Selon lui, il importe de créer un meilleur lendemain pour les Haïtiens, leur permettant de vivre dans leur pays. Privert a rappelé la situation dans laquelle il avait trouvé les finances publiques en février dernier. « Tout le monde connaît l’état désastreux dans lequel nous avons trouvé les finances de la nation », a-t-il dénoncé encore une fois.

Malgré cette situation, a-t-il dit, son administration a été contrainte de financer seule les élections de cette année. « Le choix de financer les élections nous a empêchés de financer d’autres projets à caractère social et infrastructurel qui pourraient apporter des changements dans les conditions de vie de la population. Le chantier électoral a été le chantier prioritaire pour nous… », a déclaré le président provisoire.

Selon lui, le départ massif de nos compatriotes est le résultant du choix de financer les élections et non les programmes sociaux.

Privert veut établir la nuance entre rapatriement et déportation. Il a souligné qu’il y a des Haïtiens vivant aux États-Unis ayant commis des crimes qui ont été  jugés, condamnés. Ceux qui ont purgé leur peine, le pays a décidé de les déporter vers Haïti. C’est une pratique qui ne date pas d’hier, a souligné le chef de l’État.

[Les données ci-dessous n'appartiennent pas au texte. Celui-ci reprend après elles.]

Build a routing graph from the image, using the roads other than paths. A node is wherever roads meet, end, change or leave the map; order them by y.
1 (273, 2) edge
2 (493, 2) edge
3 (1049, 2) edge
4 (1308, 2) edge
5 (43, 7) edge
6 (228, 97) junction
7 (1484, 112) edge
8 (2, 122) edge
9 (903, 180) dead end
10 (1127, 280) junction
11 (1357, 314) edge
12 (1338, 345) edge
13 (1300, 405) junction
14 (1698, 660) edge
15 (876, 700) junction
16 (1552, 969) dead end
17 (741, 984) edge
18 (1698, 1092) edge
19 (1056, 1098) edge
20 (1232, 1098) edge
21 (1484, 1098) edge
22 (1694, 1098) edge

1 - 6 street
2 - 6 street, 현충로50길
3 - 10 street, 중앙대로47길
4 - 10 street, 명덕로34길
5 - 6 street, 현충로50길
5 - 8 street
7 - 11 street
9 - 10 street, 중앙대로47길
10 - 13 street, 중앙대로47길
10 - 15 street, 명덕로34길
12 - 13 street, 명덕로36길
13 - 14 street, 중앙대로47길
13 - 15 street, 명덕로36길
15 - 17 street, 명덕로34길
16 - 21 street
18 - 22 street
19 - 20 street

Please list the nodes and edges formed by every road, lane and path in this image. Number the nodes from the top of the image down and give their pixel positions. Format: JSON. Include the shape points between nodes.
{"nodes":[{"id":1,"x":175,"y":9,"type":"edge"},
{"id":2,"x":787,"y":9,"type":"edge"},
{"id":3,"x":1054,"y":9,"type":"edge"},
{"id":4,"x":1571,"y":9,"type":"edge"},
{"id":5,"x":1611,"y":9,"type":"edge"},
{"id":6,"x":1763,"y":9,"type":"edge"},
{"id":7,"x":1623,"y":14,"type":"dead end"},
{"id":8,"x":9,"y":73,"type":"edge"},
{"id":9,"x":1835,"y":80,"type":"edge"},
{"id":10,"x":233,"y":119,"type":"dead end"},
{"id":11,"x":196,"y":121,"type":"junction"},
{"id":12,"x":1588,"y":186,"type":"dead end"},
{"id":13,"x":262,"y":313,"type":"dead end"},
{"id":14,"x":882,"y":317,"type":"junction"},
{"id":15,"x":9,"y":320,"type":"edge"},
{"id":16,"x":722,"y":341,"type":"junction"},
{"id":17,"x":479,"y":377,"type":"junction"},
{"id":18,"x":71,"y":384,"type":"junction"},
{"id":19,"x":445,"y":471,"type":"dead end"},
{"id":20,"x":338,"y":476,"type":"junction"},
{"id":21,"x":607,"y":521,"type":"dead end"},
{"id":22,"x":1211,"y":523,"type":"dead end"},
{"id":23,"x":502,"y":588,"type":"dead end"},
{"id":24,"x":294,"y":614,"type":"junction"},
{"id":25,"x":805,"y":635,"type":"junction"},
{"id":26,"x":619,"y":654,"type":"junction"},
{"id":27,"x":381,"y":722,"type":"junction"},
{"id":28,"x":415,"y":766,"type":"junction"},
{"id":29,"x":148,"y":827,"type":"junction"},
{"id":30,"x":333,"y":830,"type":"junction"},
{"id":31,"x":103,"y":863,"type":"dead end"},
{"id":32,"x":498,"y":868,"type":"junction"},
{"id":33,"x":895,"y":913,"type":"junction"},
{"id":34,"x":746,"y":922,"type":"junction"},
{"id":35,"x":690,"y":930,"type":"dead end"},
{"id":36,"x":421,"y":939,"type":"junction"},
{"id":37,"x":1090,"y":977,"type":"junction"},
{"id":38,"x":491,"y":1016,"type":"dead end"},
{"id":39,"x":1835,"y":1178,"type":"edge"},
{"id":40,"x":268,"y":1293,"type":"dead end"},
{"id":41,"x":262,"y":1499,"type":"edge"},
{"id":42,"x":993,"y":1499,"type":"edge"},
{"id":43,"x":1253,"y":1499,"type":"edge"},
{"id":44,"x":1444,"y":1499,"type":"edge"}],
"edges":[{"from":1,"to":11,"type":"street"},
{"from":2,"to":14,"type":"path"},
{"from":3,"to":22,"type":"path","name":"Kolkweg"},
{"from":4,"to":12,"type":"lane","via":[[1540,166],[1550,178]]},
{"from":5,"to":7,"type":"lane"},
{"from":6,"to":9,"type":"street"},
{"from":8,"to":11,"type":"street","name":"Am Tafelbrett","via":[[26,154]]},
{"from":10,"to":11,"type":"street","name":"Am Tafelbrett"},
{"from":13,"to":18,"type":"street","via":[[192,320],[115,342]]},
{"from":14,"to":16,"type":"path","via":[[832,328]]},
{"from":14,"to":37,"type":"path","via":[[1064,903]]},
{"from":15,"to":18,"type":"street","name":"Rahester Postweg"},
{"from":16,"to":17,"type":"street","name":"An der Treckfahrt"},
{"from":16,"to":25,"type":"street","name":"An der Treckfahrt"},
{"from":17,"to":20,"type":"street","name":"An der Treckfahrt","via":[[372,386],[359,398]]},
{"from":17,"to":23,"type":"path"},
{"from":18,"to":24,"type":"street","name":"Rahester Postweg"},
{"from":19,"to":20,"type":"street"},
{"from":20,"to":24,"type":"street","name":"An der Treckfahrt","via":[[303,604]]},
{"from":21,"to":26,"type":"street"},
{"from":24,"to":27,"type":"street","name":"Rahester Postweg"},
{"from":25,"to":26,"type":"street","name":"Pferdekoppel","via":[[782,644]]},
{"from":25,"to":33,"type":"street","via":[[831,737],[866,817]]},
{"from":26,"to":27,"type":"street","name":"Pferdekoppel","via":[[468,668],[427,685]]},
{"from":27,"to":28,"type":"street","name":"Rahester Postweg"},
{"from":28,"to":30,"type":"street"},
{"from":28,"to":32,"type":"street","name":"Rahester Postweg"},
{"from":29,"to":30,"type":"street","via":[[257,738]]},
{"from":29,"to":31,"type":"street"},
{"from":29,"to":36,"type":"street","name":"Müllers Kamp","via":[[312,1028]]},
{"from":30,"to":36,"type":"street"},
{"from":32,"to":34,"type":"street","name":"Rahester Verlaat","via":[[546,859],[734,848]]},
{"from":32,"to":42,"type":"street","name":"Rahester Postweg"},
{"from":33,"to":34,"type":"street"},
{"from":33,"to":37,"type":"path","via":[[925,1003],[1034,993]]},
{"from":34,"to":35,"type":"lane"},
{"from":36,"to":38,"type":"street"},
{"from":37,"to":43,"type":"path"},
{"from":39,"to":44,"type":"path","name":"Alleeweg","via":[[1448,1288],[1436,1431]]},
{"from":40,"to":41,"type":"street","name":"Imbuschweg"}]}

Jocelerme Privert a reconnu aussi que, ces derniers mois, il y a des compatriotes qui, pris entre le désespoir et la pauvreté dans le pays, ont préféré aller sous d’autres cieux. Les pays ne sont pas disposés à recevoir nos compatriotes. C’est une réalité. Le président a cité, à titre d’exemple, le Surinam, qui vient d’annoncer que même les Haïtiens détenteurs d’un pays ne pourront pas entrer sur son territoire. Surinam Airlines qui avait déjà vendu beaucoup de billets d’avion a interdiction de transporter des Haïtiens.

À New York, pendant le déroulement de la 71e Assemblée générale de l’ONU, le chancelier haïtien, Pierrot Délienne, multiplie les contacts et cherche des alliés, notamment du côté de la CARICOM, pour forcer le Surinam à revenir sur cette décision, a appris Le Nouvelliste, de sources diplomatiques.